Fast forward to today, April 8th. I woke up singing Sinnerman and Hozier Take Me to Church. Again, I should be more nervous, esp. after the last episode, but I’m just not. Plus I’ve got my friends, acetominophen and ibuprofen, in my back pocket to ward off those nasty symptoms after the treatment is over. Not to mention my anti-nausea drug cocktail.  So bring it!

Achilles Last Stand

I’ve recently been obsessed with Led Zeppelin.  I mean, I’ve always been obsessed with Led Zeppelin since I started listening to rock music in middle school (Thank you brother for introducing me to Rush).  But I go through phases and I’m on a Zeppelin kick.

Today is March 22nd.  I’m waiting to have an excisional biopsy procedure done, i.e. cutting out 2 lymph nodes.  We already pretty much know what this thing in my neck is, we just need to know the sub-type.  I’ll be heavily drugged up so it’s not like I’m going to feel anything.

So here I am in my gown in a freezing hospital room.  The nurse was nice enough to throw a warm blanket on my feet.  And so I wait.  Listening to Zeppelin on Spotify, in shuffle mode mind you.

A quick aside: I am not a superstitious person at all.  I don’t engage in any weird patterned activities or wear lucky boxers before KU games (sorry, it’s March Madness time.  We’ve got a date with Villanova in the Elite 8.  Spoiler alert – we lose).  I like to think I subscribe to reason and logic.  Others may disagree :)

The first song that plays on shuffle, “In my Time of Dying.”  Well that’s just ironic as hell.  I listen to it in its entirety.  Next song: “Stairway to Heaven.”  Hahahahaha.  Next song, “When the Levee Breaks.”  At this moment, I’m particularly intrigued.  I have to share this with my cousin Ankoor, the most classic rock-obsessed fellow I know.  He responds, “man, next is gonna be Achilles Last Stand.” “Ankoor, that’s what I’m listening to now!”  I was actually thrilled to get to this song.  I’m particularly obsessed with it at the moment.  It’s a 10-minute non-stop high and it gets me energized for the things about to happen.

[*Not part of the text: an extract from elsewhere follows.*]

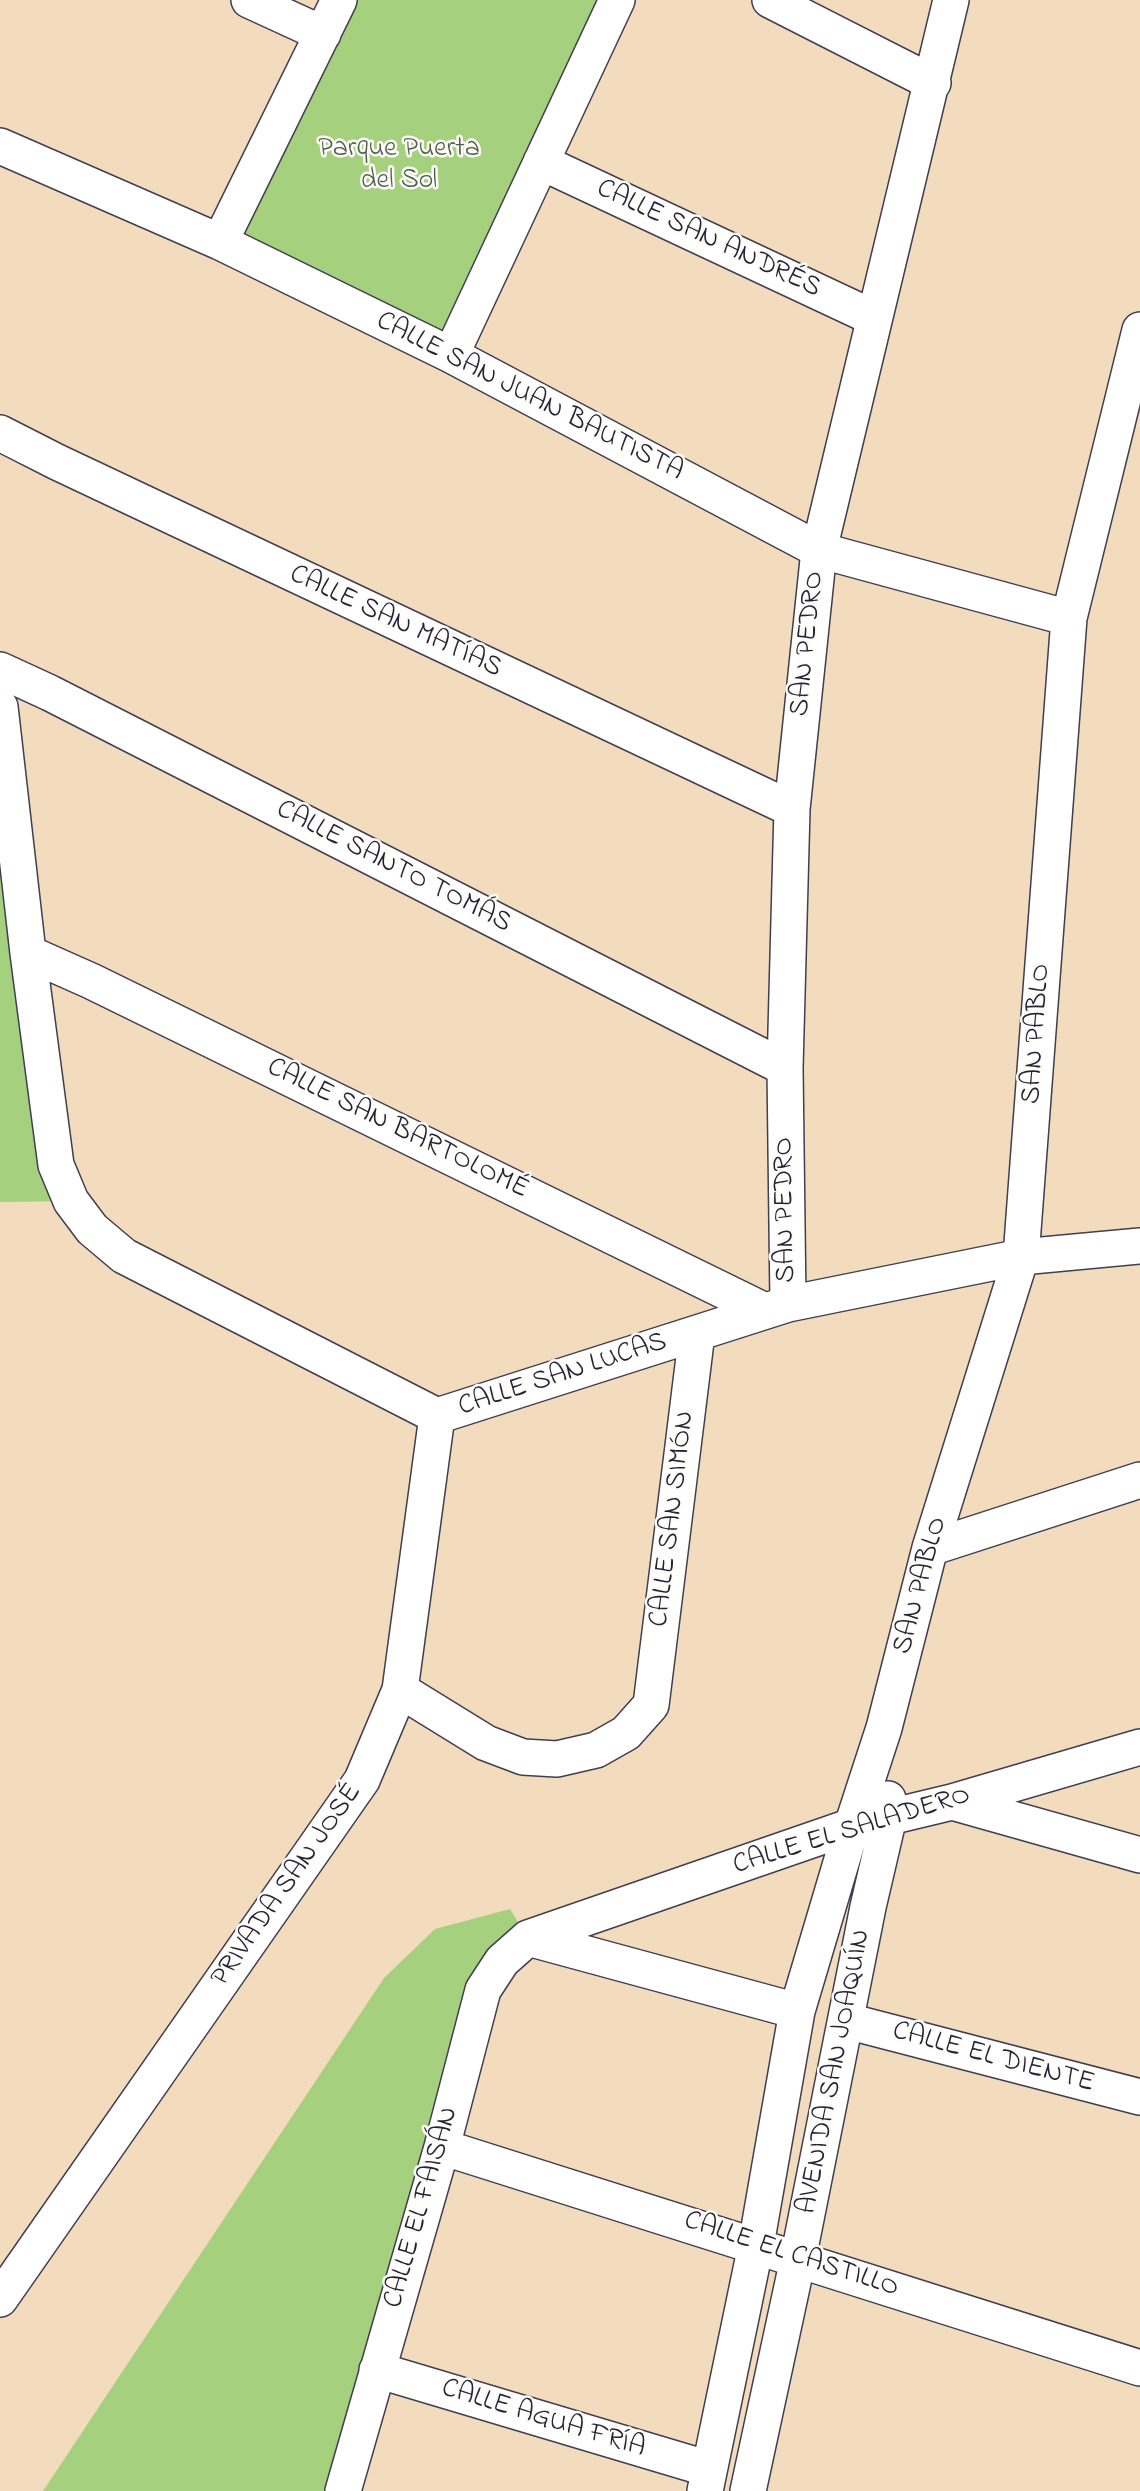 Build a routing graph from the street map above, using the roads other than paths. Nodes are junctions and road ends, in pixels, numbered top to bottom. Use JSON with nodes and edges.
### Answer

Glad I’m not superstitious.

The Day I Tried to Live

“ok, so I have some swelling in my neck. probably just too many drinks the previous night (Friday). damn, maybe not. ok I’ll get it checked out on Monday morning.” That’s precisely how my week unfolded. A weekend of bar-hopping with buddies from out-of-town, to a Sunday of unease and uncertainly to a full week of doctor-hopping. “It’s likely just a virus” says my primary doctor.  “We’ll still need to do a CT scan though.”  Then the phone call from a family friend who’s lap my scan fell into: “I’ve never seen anything this large that wasn’t lymphoma.” Wow.  This was all on Monday.

But that’s not even the day I’m referring to. There was still hope that it wasn’t that thing. I mean, it was just an image. Not a biopsy, not actual cells. Just an image. So on I went to the ENT the next day. I didn’t even understand how an ENT fits in this scenario. I’ve got a lump in my neck, not a sore throat. But I blindly move forward and have a needle stuck in me to suck out some cellular stuff. At the same time, given that I’m Indian and I have no shortage of family and friends that are doctors, my cousin, Nirav takes it upon himself to have his oncologist friend reach out to me. Before I know it, I’m talked into an appointment on Thursday.

Thursday, March 17th – that was the day. When my oncologists words fell on me like a pile of bricks and brought a certain closure to the week of uncertainty. He confirmed that this was cancer, lymphoma to be exact. As macho as I want to act on the outside, there was nothing I could do to quell the tears already forming. It was a harsh reality that’s just impossible to prepare for. With the doctor right in front of me, I can’t help but ask myself the next set of questions: “what are my chances?”  “what if I don’t make it?” What happens to my family?”